Short-term Exposure to Pollutants Increases Heart Attack Risk, Study Says

A new report says that even short-term exposure to major air pollutants increases the risk of heart attack. In an analysis of more than 100 studies conducted worldwide, researchers from the Paris Cardiovascular Research Center found that increased exposure to pollutants — including fine particles, coarse particles, nitrogen dioxide, carbon monoxide, and sulfur dioxide — consistently increased the health risks after even short-term exposure, or less than seven days. While the risk from pollutant exposure was relatively small, compared with factors such as high blood pressure, the number of people breathing these pollutants worldwide is so large that a sizable number of people are at risk, the study said.

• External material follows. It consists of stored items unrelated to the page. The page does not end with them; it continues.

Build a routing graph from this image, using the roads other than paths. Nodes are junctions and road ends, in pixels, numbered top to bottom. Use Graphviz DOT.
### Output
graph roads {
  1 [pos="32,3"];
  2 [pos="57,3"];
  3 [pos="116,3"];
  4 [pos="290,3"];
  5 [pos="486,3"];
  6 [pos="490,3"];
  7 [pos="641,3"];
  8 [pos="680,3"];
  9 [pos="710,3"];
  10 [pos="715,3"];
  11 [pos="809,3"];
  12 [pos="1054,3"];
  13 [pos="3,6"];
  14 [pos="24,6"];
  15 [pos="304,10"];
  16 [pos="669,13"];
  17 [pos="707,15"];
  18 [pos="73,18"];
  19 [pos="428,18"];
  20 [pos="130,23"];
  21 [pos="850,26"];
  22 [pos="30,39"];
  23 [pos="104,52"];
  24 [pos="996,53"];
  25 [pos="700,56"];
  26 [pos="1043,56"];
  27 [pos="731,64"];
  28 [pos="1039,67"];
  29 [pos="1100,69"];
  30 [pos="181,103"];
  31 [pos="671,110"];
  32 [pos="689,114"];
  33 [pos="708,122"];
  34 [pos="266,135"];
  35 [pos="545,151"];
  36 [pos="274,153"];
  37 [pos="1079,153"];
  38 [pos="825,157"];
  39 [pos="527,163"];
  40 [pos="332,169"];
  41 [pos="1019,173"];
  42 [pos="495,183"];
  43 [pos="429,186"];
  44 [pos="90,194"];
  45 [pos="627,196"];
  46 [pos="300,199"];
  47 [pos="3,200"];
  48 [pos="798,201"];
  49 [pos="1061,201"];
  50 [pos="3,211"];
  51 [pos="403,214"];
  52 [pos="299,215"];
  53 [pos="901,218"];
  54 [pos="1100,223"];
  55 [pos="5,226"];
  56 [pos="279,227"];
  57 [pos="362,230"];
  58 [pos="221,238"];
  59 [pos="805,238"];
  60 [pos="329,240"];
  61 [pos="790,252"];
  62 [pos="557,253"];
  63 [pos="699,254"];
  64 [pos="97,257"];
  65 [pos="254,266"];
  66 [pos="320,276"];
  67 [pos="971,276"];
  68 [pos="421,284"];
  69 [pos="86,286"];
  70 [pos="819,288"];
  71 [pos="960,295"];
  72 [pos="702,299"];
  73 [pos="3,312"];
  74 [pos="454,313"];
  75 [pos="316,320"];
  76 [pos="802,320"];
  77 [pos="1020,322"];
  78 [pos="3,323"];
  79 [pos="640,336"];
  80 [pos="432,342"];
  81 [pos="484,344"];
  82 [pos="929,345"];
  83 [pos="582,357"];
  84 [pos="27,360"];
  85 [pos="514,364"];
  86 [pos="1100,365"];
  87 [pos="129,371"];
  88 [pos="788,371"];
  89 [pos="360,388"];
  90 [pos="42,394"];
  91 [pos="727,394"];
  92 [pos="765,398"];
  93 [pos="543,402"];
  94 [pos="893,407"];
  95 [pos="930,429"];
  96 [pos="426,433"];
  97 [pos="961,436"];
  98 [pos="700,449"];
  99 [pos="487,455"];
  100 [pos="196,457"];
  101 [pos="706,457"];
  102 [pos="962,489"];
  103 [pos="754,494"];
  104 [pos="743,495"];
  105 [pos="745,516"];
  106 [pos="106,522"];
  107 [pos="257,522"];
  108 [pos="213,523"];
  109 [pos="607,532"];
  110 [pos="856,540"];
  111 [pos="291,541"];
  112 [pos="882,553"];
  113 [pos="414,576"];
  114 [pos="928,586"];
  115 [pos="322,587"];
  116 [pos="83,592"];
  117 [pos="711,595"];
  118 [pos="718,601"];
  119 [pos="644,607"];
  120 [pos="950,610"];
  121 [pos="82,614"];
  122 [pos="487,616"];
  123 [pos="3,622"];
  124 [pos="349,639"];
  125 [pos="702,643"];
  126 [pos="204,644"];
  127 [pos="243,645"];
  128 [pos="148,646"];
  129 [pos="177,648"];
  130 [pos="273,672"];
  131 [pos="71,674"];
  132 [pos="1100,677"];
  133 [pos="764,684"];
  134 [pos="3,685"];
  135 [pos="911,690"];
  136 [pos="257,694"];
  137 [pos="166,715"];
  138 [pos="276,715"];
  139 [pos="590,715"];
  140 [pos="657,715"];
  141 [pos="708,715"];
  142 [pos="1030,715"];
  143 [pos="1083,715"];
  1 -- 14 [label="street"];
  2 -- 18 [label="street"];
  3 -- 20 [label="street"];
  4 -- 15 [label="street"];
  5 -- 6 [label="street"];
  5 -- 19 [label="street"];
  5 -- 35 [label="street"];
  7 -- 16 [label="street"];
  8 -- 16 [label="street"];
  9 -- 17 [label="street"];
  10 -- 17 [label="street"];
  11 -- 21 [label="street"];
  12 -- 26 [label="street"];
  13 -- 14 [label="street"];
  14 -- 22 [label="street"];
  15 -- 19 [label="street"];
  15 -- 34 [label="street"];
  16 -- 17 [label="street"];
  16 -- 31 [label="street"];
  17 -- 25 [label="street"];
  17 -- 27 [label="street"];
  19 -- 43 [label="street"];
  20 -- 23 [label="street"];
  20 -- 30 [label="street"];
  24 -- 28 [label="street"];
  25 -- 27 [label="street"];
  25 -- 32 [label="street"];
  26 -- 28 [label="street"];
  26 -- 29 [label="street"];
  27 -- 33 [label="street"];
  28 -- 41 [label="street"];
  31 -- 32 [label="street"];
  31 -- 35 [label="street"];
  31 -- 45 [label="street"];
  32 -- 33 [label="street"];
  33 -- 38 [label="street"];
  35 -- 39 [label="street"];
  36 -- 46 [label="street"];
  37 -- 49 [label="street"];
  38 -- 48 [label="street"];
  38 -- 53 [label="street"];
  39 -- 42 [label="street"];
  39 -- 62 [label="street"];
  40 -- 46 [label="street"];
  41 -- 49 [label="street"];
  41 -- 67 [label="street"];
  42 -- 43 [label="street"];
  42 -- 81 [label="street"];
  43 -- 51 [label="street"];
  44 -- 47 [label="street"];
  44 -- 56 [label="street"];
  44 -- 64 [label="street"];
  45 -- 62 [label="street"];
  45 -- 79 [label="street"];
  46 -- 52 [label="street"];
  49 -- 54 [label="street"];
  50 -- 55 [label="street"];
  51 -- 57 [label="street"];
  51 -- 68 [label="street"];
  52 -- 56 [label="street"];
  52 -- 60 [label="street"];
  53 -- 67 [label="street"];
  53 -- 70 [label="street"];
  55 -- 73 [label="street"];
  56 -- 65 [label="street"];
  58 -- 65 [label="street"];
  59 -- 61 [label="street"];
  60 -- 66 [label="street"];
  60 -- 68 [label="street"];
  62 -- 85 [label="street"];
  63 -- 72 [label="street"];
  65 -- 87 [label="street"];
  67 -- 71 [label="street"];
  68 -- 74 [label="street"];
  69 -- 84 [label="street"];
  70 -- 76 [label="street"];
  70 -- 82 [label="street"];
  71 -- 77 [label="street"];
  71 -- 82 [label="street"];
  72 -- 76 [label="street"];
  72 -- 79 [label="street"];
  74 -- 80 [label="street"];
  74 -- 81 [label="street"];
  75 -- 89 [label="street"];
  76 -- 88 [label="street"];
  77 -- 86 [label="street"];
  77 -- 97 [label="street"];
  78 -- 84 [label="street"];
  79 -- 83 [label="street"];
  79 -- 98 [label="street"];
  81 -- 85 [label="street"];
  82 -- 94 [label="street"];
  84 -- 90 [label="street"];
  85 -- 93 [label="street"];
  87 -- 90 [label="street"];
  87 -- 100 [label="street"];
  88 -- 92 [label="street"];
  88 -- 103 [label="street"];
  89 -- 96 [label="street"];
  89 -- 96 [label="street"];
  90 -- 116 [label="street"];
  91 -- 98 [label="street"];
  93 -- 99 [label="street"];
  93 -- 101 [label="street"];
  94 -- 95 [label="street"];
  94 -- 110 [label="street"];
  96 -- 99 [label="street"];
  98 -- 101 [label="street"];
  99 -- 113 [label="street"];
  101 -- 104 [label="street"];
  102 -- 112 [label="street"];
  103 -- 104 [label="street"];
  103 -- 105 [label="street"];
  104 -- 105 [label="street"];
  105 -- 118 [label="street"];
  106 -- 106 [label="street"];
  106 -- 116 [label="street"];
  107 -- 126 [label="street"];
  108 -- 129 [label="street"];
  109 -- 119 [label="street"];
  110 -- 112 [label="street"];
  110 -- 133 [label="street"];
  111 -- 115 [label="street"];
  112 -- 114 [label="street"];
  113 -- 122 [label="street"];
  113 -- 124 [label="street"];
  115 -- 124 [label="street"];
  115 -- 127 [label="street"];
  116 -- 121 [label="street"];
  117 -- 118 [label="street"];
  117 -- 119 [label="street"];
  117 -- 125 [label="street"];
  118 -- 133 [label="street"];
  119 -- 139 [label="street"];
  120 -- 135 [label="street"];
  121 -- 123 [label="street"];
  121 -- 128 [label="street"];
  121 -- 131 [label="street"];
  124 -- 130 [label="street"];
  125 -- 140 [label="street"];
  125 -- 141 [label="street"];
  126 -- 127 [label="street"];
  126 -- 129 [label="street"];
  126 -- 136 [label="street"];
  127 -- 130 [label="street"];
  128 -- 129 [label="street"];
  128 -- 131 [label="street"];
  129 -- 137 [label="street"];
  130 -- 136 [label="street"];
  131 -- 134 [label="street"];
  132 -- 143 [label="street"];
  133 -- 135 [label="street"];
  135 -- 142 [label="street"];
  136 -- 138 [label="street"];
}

In the case of fine particles, the researchers found that heart attacks increased 2.5 percent for every incremental increase in pollution levels. In other words, if fine particle levels reached 10 micrograms per cubic meter in one city, and 20 micrograms in another, the rate of heart attacks would be 2.5 percent greater in the second city, according to the study, published in the Journal of the American Medical Association. Most of the pollutants are associated with the burning of fossil fuels for transportation or industry. In a separate study, MIT researchers found that air pollution associated with China’s steep industrial growth caused health care costs to jump from $22 billion in 1975 to $112 billion in 2005.